--- DATASET CONTENT ---

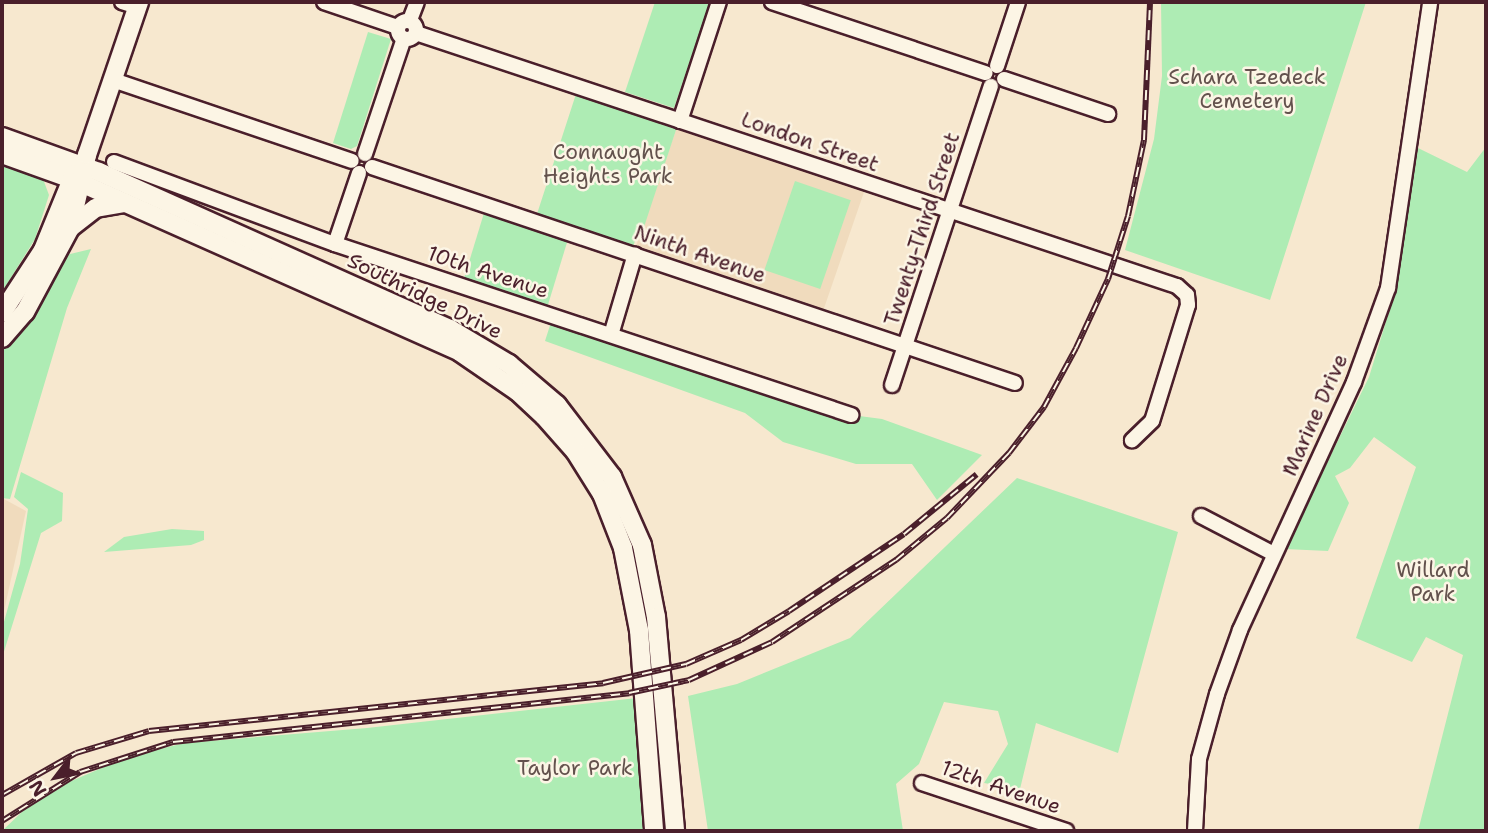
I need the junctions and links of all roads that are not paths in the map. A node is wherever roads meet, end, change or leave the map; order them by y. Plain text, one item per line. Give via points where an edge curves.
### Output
1 (324, 2) edge
2 (416, 2) edge
3 (719, 2) edge
4 (772, 2) edge
5 (1018, 2) edge
6 (1430, 2) edge
7 (133, 3) edge
8 (407, 30) junction
9 (994, 76) junction
10 (113, 80) junction
11 (1108, 114) dead end
12 (680, 121) junction
13 (2, 136) edge
14 (2, 154) edge
15 (114, 162) dead end
16 (362, 164) junction
17 (81, 170) junction
18 (124, 203) junction
19 (949, 211) junction
20 (70, 228) junction
21 (335, 244) junction
22 (635, 254) junction
23 (2, 313) edge
24 (611, 335) junction
25 (2, 338) edge
26 (906, 345) junction
27 (1015, 383) dead end
28 (892, 384) dead end
29 (851, 415) dead end
30 (1132, 440) dead end
31 (602, 494) junction
32 (626, 506) junction
33 (1201, 516) dead end
34 (1274, 554) junction
35 (922, 783) dead end
36 (654, 831) edge
37 (674, 831) edge
38 (1066, 831) edge
39 (1195, 831) edge

1 - 8 street, London Street
2 - 8 street
3 - 12 street
4 - 9 street
5 - 9 street, Twenty-Third Street
6 - 34 street, Marine Drive via 1388,288 1349,395
7 - 10 main road
8 - 12 street, London Street
8 - 16 street
9 - 11 street
9 - 19 street, Twenty-Third Street
10 - 16 street, Ninth Avenue
10 - 17 main road
12 - 19 street, London Street
13 - 17 main road
14 - 17 main road
15 - 21 street, 10th Avenue
16 - 21 street
16 - 22 street, Ninth Avenue
17 - 18 main road, Southridge Drive
17 - 20 main road
17 - 23 main road via 43,250
17 - 32 main road, Southridge Drive via 450,329 500,357 536,384 578,427
18 - 20 main road via 96,208
18 - 31 main road, Southridge Drive via 484,366 559,431
19 - 26 street, Twenty-Third Street
19 - 30 street, London Street via 1163,281 1187,295 1188,305 1152,421
20 - 25 main road via 25,312
21 - 24 street, 10th Avenue
22 - 24 street
22 - 26 street, Ninth Avenue
24 - 29 street, 10th Avenue
26 - 27 street, Ninth Avenue
26 - 28 street, Twenty-Third Street
31 - 32 main road
31 - 36 main road, Southridge Drive via 632,586
32 - 37 main road, Southridge Drive via 642,545 656,617
33 - 34 street
34 - 39 street, Marine Drive via 1240,630 1207,727 1199,759
35 - 38 street, 12th Avenue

---

[PROBLEM]
Using the entries, return every line where the word "London" can be found.

[RESULT]
1 - 8 street, London Street
8 - 12 street, London Street
12 - 19 street, London Street
19 - 30 street, London Street via 1163,281 1187,295 1188,305 1152,421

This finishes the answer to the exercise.